Since my last post, First Signal has been accepted as an official selection in the Bucharest Film Awards and Aasha International Film Festival. To date, this makes eleven festivals that have accepted either the trailer or feature. I have to say I’m very encouraged by these early results. While there’s no guarantee of acceptance to any festival, I remain hopeful that First Signal will continue to be discovered by film festivals around the world.
Although I had planned to start screening First Signal independently of film festivals in October, I have put that plan off until 2021 and will wait and see how the film does during its festival run. Since I’ve submitted to additional festivals over the last few weeks that have a United States or world premiere requirement, any independent screening would jeopardize acceptance.
The theatrical market is the lifeblood of the film industry. While PVOD has demonstrated great promise during the last few months, theatrical is the key to success. Without theatrical, certain types of films either simply won’t get made or will be done so with dramatically reduced budgets. Sadly, some states have enacted the most draconian and restrictive requirements for theatres I’ve ever seen, while some (Los Angeles and New York) aren’t open at all. These types of restrictions do nothing except ruin industries while promoting fear to keep people out of indoor gatherings. I’ve never subscribed to those narratives.
The bright side to all of this is that smart states and countries have very relaxed if not completely opened their economies. They smartly treat citizens like adults and not like children. What this means is the obvious, businesses and creative industries will flock to these destination points. We all know enough now to know what is reasonable about events from the last few months. But, sadly, there are those governments that, for some odd reason, what to keep control of their citizens. Those citizens will simply move as no reasonable person wants to live under any form of totalitarianism.
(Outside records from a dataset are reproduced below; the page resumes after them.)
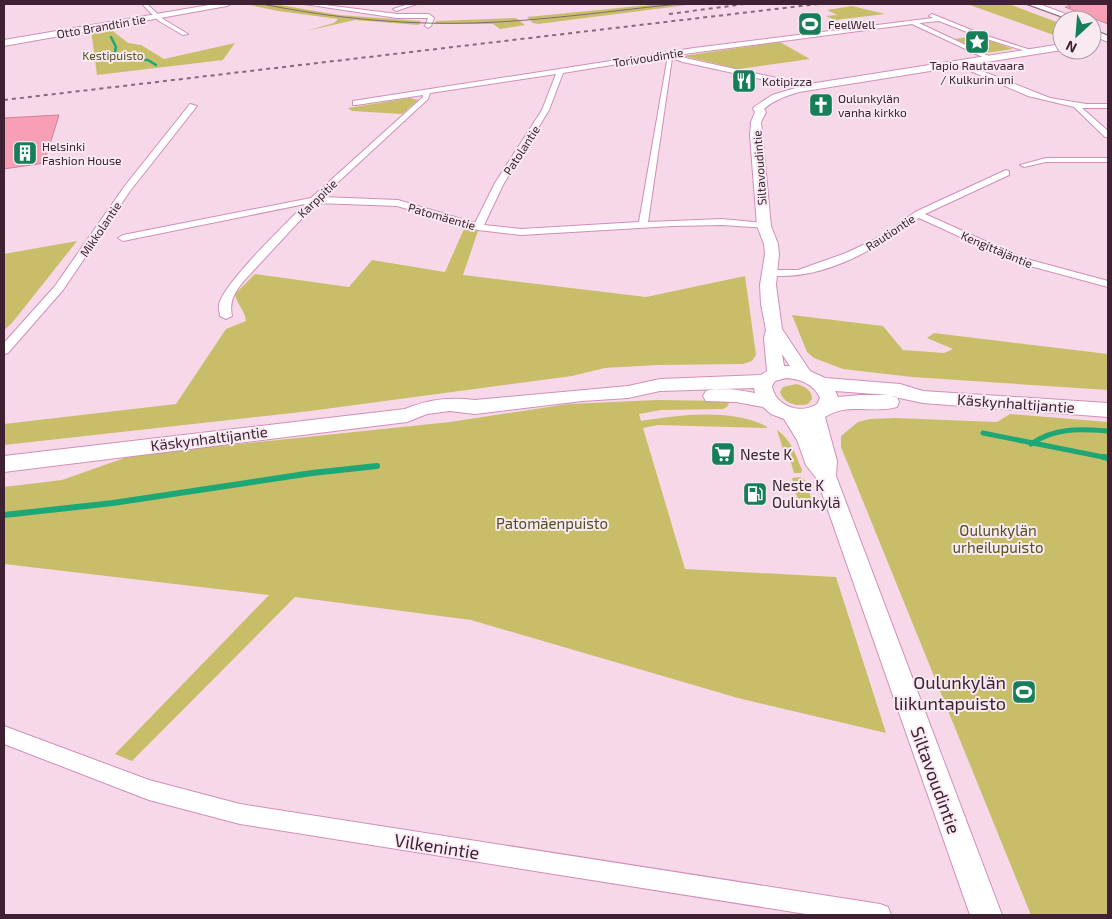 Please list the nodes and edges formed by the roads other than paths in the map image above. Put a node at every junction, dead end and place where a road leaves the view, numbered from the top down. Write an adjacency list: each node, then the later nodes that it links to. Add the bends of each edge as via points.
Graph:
1 (144, 4): 10 (street)
2 (227, 4): 10 (main road, Otto Brandtin tie)
3 (307, 4): 14 (street, via 397,16 430,16)
4 (414, 4): 6 (street)
5 (1029, 5): 7 (main road); 9 (main road)
6 (396, 9)
7 (1052, 12)
8 (923, 13): 12 (street)
9 (1052, 15)
10 (156, 16): 15 (street); 16 (main road, Otto Brandtin tie)
11 (899, 17): 13 (street)
12 (940, 19): 13 (street, Torivoudintie); 18 (street)
13 (912, 22): 19 (street, Torivoudintie); 20 (street)
14 (428, 26)
15 (185, 34)
16 (4, 43)
17 (1052, 49): 18 (main road, Siltavoudintie)
18 (1034, 52): 20 (main road, Siltavoudintie)
19 (668, 54): 22 (street, Torivoudintie); 23 (street); 35 (street, via 670,61)
20 (991, 59): 21 (main road, Siltavoudintie)
21 (959, 64): 23 (main road, Siltavoudintie); 28 (street, via 1036,98)
22 (560, 71): 24 (street, Torivoudintie); 37 (street, Patolantie, via 551,100 503,178)
23 (806, 88): 36 (main road, Siltavoudintie, via 775,99 761,112 756,122)
24 (427, 93): 25 (street, Torivoudintie); 33 (street, Karppitie, via 426,98)
25 (356, 103)
26 (193, 106): 43 (street, Mikkolantie, via 127,189 59,288)
27 (1108, 106): 28 (street)
28 (1077, 107): 29 (street)
29 (1108, 135)
30 (1108, 160): 31 (street, via 1046,160)
31 (1024, 165)
32 (1006, 173): 34 (street, Rautiontie)
33 (314, 200): 37 (street, Patomäentie, via 398,204); 38 (street, Patomäentie); 41 (street, Karppitie, via 233,286 224,306)
34 (918, 214): 39 (street, Rautiontie, via 871,246 826,265 791,274); 40 (street, Kengittäjäntie, via 1019,260)
35 (643, 224): 36 (street, Patomäentie, via 722,222); 37 (street, Patomäentie, via 521,232)
36 (764, 226): 39 (main road, Siltavoudintie, via 759,242 761,263)
37 (478, 227)
38 (123, 238)
39 (769, 272): 42 (main road, Siltavoudintie, via 769,304)
40 (1108, 284)
41 (226, 316)
42 (774, 330): 44 (main road, Siltavoudintie); 45 (main road, Siltavoudintie)
43 (4, 350)
44 (803, 374): 45 (main road, via 789,372); 46 (main road)
45 (770, 378): 47 (main road, Käskynhaltijantie, via 660,385); 49 (main road, via 763,393)
46 (820, 384): 48 (main road, Käskynhaltijantie, via 900,390); 50 (main road, via 828,394)
47 (628, 392): 49 (main road, Käskynhaltijantie, via 661,396 736,396); 53 (main road, Käskynhaltijantie, via 475,407 425,419 407,415)
48 (923, 397): 50 (main road, Käskynhaltijantie, via 904,402 861,401); 51 (main road, Käskynhaltijantie)
49 (769, 402): 52 (main road)
50 (821, 410): 52 (main road, via 804,416); 54 (main road, Siltavoudintie)
51 (1108, 410)
52 (790, 414): 54 (main road, Siltavoudintie, via 806,439 813,460)
53 (6, 464)
54 (826, 476): 57 (main road, Siltavoudintie)
55 (4, 735): 56 (street, Vilkenintie, via 149,790 240,814)
56 (880, 915)
57 (986, 915)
I continue to remain optimistic that 2021 will return the world to normalcy. Some say the world will never be the same again. Some live in a world of such pessimism that optimism is like a foreign language to them. There are those times you have to look far down the tunnel to see a glimmer of light. But when that light is found, I prefer to be with those that share that destination. Life is too short, to waste on those that want to hold you back in their world of darkness.
While I do some repositioning with First Signal’s marketing plan for the festival market, an idea came to mind the other day for an offshoot story that would focus on one of the characters that is introduced in First Launch. This is a character that I introduced in First World, but never fully explored. Between my archive and what I have of this character in First Launch, my aim would be to create a stand-alone story that would expand the “First World Universe” and compliment the sequel.